--- Data shown ---
· · ·
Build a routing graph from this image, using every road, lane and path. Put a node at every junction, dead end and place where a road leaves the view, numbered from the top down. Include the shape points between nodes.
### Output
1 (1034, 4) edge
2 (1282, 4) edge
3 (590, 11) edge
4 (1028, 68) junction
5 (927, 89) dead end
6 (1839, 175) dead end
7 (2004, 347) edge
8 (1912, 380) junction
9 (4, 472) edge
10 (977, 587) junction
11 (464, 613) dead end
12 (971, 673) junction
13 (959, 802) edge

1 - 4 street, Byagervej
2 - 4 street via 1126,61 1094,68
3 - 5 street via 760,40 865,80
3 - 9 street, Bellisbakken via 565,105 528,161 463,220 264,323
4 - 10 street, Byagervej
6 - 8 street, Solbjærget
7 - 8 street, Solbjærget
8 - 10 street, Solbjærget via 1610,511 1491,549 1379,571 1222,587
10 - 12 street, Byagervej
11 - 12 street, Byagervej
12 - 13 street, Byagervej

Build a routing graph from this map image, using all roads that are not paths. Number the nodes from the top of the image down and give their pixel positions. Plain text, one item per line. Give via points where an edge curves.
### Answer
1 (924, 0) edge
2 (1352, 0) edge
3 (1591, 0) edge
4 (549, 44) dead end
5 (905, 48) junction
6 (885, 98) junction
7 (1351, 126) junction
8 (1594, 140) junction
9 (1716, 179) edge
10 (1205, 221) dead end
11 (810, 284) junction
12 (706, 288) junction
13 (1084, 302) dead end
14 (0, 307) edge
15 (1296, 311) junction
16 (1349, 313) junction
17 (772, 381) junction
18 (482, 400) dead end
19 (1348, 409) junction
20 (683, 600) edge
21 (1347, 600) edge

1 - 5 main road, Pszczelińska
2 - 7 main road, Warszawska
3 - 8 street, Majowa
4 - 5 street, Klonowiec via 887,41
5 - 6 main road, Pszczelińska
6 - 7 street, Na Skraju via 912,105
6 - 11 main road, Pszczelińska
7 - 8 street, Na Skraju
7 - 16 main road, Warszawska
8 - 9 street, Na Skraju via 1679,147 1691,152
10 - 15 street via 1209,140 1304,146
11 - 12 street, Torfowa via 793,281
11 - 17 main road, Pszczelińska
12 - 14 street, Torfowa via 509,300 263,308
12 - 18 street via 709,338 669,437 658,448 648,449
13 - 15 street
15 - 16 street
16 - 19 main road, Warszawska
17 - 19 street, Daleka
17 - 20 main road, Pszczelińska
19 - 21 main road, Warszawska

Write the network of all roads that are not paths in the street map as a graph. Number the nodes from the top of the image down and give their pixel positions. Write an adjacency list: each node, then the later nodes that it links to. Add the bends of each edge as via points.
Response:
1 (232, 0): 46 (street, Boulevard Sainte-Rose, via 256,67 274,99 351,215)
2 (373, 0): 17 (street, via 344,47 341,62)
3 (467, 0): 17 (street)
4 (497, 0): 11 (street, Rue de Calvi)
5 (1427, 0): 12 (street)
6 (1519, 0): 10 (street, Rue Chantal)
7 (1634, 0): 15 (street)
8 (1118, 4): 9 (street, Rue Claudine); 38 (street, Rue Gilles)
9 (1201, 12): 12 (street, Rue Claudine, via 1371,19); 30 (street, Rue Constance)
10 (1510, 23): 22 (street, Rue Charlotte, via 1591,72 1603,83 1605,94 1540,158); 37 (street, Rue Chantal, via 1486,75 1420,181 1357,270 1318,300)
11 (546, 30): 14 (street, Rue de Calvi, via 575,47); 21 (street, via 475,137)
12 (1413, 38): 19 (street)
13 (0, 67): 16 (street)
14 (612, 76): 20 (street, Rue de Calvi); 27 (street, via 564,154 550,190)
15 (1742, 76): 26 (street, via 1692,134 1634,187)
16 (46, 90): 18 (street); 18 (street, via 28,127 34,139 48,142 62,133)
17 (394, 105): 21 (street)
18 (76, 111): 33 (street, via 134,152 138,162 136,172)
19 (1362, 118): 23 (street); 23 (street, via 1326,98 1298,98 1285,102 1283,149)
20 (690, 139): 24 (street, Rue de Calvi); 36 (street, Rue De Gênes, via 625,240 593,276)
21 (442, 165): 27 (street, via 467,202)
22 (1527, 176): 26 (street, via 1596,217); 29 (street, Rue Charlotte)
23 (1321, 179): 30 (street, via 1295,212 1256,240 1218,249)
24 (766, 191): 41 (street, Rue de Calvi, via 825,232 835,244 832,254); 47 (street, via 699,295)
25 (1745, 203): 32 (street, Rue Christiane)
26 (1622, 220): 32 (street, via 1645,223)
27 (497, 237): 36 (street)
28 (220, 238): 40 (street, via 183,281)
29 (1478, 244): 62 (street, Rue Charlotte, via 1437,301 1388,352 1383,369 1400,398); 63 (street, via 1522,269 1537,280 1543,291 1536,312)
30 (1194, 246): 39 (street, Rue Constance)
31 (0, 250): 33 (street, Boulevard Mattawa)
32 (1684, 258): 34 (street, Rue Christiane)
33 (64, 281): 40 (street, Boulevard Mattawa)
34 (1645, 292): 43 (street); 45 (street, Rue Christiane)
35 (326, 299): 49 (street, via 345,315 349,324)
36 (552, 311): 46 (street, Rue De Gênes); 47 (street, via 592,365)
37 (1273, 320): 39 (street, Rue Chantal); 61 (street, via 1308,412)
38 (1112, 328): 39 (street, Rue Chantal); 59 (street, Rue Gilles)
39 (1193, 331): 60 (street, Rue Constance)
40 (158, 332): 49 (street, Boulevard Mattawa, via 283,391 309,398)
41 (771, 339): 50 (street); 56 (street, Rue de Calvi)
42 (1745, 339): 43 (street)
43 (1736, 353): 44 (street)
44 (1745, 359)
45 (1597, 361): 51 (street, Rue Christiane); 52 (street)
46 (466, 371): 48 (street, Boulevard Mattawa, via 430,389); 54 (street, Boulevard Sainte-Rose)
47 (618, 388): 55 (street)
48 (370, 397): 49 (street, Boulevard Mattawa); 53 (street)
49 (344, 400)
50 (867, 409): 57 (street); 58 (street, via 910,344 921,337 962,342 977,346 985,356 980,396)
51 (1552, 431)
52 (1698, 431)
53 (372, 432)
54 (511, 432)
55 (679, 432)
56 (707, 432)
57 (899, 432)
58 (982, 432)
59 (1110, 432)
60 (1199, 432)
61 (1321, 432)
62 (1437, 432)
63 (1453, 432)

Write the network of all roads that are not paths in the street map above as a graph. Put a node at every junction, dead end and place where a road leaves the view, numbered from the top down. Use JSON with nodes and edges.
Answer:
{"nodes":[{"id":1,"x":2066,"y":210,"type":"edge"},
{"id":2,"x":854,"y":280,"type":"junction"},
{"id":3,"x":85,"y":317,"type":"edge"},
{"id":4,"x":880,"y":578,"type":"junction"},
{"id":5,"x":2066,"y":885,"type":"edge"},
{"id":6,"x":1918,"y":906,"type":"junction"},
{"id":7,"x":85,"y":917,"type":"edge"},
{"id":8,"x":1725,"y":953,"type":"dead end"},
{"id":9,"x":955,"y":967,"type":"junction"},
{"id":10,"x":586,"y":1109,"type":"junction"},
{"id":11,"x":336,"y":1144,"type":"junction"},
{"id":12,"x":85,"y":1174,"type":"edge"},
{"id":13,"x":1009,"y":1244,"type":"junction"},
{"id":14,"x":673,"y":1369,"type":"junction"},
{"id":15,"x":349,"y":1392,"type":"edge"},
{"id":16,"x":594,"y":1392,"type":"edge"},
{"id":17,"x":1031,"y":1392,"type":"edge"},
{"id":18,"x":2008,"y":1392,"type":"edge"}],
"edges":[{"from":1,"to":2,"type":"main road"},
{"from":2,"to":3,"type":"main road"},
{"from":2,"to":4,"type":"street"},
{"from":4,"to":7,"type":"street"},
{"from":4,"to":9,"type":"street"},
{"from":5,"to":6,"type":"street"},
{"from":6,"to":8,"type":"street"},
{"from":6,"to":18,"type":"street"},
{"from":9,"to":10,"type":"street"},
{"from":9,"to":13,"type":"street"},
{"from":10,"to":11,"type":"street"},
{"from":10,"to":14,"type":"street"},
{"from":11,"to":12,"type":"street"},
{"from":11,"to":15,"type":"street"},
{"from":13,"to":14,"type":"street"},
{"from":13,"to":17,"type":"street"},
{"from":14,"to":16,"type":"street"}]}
· · ·
--- What you have to do ---
Work out how many lines above contain "routing", then write only that number.

--- Written reply ---
2